■ **What this task involves**
Report all lines from the entries below in which "index" appears.

■ **Recorded information**
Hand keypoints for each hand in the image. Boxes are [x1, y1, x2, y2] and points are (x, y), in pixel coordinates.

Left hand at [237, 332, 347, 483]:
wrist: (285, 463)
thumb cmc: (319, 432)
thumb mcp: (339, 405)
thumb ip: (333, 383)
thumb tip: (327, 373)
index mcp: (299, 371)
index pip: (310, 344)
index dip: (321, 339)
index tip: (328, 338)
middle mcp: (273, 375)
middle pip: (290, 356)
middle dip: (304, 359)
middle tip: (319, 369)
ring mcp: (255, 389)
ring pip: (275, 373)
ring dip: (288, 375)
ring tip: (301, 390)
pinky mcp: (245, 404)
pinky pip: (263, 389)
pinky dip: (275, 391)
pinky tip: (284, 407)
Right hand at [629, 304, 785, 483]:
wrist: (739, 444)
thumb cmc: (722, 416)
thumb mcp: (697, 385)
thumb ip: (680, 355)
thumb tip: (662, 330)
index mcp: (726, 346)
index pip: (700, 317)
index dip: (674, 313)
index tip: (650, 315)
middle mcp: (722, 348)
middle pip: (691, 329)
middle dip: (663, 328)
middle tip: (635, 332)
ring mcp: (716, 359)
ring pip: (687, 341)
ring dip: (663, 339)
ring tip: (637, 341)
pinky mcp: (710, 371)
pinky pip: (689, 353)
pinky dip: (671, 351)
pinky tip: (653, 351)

--

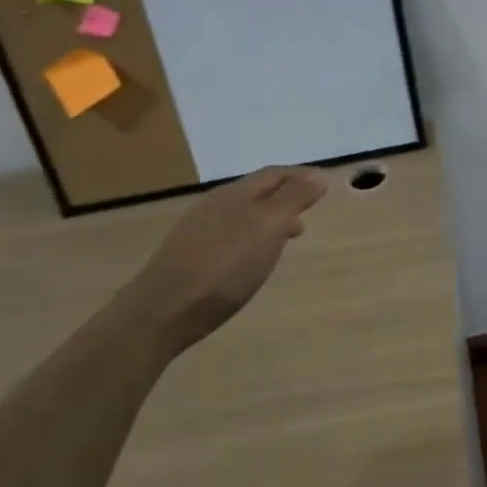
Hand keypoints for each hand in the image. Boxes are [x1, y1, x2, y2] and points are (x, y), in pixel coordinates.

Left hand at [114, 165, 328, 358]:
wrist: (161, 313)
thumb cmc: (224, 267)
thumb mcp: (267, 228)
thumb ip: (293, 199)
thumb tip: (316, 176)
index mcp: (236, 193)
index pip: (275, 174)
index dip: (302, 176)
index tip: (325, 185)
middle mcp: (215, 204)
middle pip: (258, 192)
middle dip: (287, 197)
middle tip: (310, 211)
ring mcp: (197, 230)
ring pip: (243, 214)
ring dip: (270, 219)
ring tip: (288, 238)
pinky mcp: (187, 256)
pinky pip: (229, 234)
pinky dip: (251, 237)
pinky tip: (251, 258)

■ **Result of this task**
index mcp: (299, 371)
index pip: (310, 344)
index dip: (321, 339)
index tip: (328, 338)
index mcp: (726, 346)
index pip: (700, 317)
index dip: (674, 313)
index tip: (650, 315)
index mcp: (236, 193)
index pip: (275, 174)
index dip: (302, 176)
index tip: (325, 185)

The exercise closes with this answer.